Em setembro do ano passado, Airton Cascavel já havia virado réu por estupro de vulnerável, conforme denúncia do Ministério Público de Roraima, que o acusa de estuprar a própria neta, de 2 anos de idade. Político influente no Estado (que conquistou 10.490 votos para deputado federal em 2018, com votação nos 15 municípios), muitos saíram em sua defesa.
Porém, esta não era a única denúncia.
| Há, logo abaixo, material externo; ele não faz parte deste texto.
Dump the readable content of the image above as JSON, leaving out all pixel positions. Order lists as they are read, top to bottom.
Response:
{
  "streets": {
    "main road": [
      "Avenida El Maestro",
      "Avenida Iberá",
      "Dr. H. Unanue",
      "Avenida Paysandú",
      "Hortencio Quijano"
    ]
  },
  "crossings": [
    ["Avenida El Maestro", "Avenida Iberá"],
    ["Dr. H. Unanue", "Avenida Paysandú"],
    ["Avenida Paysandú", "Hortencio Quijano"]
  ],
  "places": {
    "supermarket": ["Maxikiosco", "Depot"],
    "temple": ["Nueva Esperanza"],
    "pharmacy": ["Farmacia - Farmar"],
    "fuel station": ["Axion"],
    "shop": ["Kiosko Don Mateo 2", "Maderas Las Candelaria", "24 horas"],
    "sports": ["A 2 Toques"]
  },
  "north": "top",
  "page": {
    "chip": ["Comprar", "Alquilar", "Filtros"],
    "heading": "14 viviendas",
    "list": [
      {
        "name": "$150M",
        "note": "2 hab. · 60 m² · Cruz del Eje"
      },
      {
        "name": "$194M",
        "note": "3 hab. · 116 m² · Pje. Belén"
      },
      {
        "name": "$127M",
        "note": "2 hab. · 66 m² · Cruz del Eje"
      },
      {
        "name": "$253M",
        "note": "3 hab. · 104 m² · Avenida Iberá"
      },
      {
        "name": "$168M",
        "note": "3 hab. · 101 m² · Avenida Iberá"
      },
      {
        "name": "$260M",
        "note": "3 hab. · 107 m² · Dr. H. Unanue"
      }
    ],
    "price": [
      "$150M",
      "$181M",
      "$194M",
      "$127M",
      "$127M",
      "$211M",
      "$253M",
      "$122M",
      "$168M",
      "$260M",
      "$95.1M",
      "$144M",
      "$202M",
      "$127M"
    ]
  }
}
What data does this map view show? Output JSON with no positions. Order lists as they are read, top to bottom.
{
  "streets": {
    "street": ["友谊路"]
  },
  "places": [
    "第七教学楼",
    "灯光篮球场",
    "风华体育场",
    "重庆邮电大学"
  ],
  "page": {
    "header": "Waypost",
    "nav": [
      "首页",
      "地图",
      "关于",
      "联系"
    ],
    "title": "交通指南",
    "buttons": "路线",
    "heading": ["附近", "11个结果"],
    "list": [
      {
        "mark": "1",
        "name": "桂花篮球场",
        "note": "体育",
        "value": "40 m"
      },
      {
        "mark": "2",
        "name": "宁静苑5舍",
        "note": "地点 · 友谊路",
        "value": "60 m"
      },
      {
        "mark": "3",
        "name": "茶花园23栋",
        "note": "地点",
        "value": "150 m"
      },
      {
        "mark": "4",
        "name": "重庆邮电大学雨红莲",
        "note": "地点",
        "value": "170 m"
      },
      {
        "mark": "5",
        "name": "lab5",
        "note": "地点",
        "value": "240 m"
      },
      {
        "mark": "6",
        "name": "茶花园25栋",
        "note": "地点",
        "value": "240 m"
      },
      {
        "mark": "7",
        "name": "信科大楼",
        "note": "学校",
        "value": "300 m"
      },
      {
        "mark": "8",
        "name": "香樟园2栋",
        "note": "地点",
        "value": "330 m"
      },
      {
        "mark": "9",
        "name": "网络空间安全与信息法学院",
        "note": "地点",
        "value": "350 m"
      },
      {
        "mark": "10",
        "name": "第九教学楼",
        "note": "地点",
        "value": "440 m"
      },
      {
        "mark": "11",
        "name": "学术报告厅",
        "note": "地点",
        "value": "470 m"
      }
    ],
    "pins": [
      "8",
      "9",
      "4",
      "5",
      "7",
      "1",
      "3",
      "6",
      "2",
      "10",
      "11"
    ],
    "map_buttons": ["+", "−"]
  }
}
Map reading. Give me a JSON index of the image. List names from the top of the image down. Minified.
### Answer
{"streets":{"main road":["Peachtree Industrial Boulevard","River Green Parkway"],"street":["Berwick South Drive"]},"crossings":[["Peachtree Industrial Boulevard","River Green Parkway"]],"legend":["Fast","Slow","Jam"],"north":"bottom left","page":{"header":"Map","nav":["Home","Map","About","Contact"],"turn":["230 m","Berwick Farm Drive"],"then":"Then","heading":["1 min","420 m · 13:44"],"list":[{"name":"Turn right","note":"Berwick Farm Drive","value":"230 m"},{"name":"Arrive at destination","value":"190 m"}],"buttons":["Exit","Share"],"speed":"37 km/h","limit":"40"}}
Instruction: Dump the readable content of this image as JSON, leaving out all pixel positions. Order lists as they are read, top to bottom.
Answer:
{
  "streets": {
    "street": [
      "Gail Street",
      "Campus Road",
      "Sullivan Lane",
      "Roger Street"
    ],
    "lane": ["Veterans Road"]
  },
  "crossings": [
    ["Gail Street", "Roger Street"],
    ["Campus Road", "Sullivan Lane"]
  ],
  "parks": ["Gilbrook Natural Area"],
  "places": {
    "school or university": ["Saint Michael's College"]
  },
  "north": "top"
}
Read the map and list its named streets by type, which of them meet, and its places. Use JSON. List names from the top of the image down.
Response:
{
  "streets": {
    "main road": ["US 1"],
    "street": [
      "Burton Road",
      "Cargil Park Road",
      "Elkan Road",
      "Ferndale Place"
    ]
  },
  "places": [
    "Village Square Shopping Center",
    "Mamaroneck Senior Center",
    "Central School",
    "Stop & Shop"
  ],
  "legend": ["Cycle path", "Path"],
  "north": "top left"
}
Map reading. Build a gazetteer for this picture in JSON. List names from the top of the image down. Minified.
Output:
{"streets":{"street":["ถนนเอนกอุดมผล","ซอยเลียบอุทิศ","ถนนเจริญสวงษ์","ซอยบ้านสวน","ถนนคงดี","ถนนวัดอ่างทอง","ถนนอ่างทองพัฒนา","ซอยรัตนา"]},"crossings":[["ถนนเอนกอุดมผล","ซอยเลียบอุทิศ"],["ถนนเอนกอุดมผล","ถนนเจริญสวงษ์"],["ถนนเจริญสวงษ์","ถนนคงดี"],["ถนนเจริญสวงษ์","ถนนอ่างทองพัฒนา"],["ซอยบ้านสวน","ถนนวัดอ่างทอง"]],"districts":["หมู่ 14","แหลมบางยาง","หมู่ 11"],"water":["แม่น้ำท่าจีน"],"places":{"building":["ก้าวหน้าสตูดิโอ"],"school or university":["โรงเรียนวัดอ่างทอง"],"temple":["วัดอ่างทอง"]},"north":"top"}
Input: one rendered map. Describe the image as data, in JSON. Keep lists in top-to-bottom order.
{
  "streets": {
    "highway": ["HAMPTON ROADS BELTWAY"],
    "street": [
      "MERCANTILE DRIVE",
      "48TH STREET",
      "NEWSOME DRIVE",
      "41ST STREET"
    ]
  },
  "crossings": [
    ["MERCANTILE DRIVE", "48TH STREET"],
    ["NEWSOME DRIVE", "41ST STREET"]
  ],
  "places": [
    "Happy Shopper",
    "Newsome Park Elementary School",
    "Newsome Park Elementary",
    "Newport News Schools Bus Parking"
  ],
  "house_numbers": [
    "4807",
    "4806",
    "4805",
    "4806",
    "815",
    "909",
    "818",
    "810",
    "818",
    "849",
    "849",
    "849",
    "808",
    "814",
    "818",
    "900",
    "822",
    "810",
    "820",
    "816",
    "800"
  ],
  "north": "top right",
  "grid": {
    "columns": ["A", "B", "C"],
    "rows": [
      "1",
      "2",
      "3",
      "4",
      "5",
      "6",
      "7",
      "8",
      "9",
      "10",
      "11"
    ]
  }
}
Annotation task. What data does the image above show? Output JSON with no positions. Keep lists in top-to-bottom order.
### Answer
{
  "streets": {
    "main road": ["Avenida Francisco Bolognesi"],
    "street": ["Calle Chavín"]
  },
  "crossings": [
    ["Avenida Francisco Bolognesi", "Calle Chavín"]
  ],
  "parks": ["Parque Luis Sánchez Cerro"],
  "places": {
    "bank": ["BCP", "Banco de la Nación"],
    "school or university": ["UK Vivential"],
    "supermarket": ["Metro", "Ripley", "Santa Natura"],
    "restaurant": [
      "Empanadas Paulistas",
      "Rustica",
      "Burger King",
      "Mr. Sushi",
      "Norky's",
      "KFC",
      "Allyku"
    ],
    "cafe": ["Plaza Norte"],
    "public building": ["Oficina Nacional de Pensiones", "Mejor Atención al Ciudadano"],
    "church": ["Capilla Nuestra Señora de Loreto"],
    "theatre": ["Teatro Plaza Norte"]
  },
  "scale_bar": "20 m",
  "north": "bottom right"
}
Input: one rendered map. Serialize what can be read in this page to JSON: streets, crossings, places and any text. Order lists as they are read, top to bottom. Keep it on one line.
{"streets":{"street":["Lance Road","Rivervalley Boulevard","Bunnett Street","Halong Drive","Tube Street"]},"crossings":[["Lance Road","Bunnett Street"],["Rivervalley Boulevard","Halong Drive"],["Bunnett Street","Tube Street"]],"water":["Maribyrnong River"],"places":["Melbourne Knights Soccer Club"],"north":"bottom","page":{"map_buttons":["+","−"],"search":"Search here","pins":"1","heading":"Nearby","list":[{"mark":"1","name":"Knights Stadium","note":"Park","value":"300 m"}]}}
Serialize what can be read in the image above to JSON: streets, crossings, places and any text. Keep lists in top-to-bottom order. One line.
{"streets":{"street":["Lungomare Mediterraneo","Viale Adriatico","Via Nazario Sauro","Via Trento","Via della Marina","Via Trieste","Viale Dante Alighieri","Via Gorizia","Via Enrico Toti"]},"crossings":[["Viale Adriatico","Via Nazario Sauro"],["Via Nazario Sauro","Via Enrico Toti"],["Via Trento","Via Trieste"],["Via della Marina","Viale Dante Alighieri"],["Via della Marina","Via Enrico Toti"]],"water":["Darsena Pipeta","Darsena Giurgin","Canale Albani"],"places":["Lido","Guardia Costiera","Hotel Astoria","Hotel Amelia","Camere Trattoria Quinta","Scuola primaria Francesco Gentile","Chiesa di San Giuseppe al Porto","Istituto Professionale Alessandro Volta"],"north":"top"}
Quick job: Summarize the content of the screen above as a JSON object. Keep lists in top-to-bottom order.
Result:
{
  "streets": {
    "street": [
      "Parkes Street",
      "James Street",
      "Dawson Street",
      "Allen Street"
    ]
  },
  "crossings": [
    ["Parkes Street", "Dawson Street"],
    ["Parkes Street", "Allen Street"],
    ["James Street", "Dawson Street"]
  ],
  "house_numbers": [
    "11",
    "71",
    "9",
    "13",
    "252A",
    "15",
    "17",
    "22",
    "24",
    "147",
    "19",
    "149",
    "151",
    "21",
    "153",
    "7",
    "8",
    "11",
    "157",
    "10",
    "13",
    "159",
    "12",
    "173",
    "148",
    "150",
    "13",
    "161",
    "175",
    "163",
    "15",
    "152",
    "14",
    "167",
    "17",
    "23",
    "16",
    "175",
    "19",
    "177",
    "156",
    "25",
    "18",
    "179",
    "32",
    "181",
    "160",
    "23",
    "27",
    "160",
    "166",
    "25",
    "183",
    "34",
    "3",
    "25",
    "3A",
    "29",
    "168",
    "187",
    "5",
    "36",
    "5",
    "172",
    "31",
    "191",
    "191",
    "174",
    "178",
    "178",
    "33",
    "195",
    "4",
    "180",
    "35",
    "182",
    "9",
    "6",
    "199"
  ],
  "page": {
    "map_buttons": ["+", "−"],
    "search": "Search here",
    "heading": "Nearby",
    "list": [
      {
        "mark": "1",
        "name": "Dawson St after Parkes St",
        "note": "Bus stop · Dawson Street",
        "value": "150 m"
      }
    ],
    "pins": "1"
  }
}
Cascavel também é investigado em outro inquérito por um caso em dezembro de 2019, em que foi denunciado por cometer abuso sexual contra uma criança de 12 anos, conforme ocorrência registrada pela mãe da menina no Núcleo de Proteção à Criança e ao Adolescente da Polícia Civil de Roraima. Este caso foi solenemente abafado pela imprensa.
Trocando em miúdos, foi preciso uma terceira denúncia para que ele fosse preso e, ainda assim, por determinação da Justiça de outro Estado, pois, por aqui, até então, vinha sendo tratado como uma “pessoa sem histórico de violência nos quase 40 anos de vida no Estado” e que sempre “dedicou carinho e atenção especial aos familiares”. Os casos foram tratados como “denunciação caluniosa”.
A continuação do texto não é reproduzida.